Felix, as he read the letter, smiled to himself. When he had finished it, he passed it to his father, saying:—
“Read it aloud if you like.”
Whereupon, with his solemn voice and manner, Phellion read as follows:—
My dear Felix,—I have just received your note; it came in the nick of time, for I was, as they say, in a fury with you. You tell me that you were guilty of that abuse of confidence (about which I intended to write you a piece of my mind) in order to give a knock-down blow to my relations by proving that a man capable of making such complicated calculations as your discovery required was not a man to put in a lunatic asylum or drag before a judiciary council. That argument pleases me, and it makes such a good answer to the infamous proceedings of my relations that I praise you for having had the idea. But you sold it to me, that argument, pretty dear when you put me in company with a star, for you know very well that propinquity wouldn’t please me at all. It is not at my age, and after solving the great problem of perpetual motion, that a man could take up with such rubbish as that,—good only for boys and greenhorns like you; and that is what I have taken the liberty this morning to go and tell the minister of public instruction, by whom I must say I was received with the most perfect urbanity.

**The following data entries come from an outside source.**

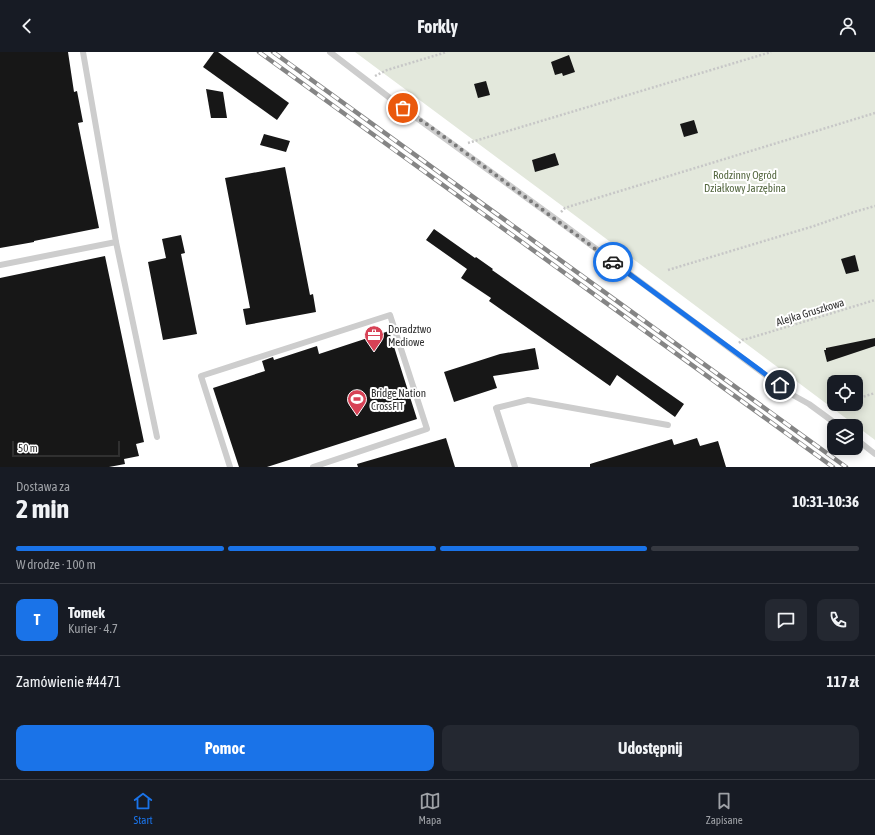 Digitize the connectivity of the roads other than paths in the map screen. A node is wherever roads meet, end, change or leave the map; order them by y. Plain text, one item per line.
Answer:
1 (82, 52) edge
2 (330, 52) edge
3 (116, 242) junction
4 (0, 264) edge
5 (829, 419) edge
6 (668, 425) dead end
7 (157, 437) dead end
8 (863, 445) edge
9 (875, 454) edge
10 (230, 467) edge
11 (313, 467) edge
12 (515, 467) edge

1 - 3 lane
2 - 5 lane
3 - 4 lane
3 - 7 lane
6 - 12 lane
8 - 9 lane
10 - 11 lane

I asked him to see whether, as he had made a mistake and sent them to the wrong address, he could not take back his cross and his pension,—though to be sure, as I told him, I deserved them for other things.
“The government,” he replied, “is not in the habit of making mistakes; what it does is always properly done, and it never annuls an ordinance signed by the hand of his Majesty. Your great labors have deserved the two favors the King has granted you; it is a long-standing debt, which I am happy to pay off in his name.”
“But Felix?” I said; “because
after all for a young man it is not
such a bad discovery.”
“Monsieur Felix Phellion,” replied the minister, “will receive in the course of the day his appointment to the rank of Chevalier of the Legion of honor; I will have it signed this morning by the king. Moreover, there is a vacant place at the Academy of Sciences, and if you are not a candidate for it—”
“I, in the Academy!” I interrupted, with the frankness of speech you know I always use; “I execrate academies; they are stiflers, extinguishers, assemblages of sloths, idlers, shops with big signs and nothing to sell inside—”
“Well, then,” said the minister, smiling, “I think that at the next election Monsieur Felix Phellion will have every chance, and among those chances I count the influence of the government which is secured to him.”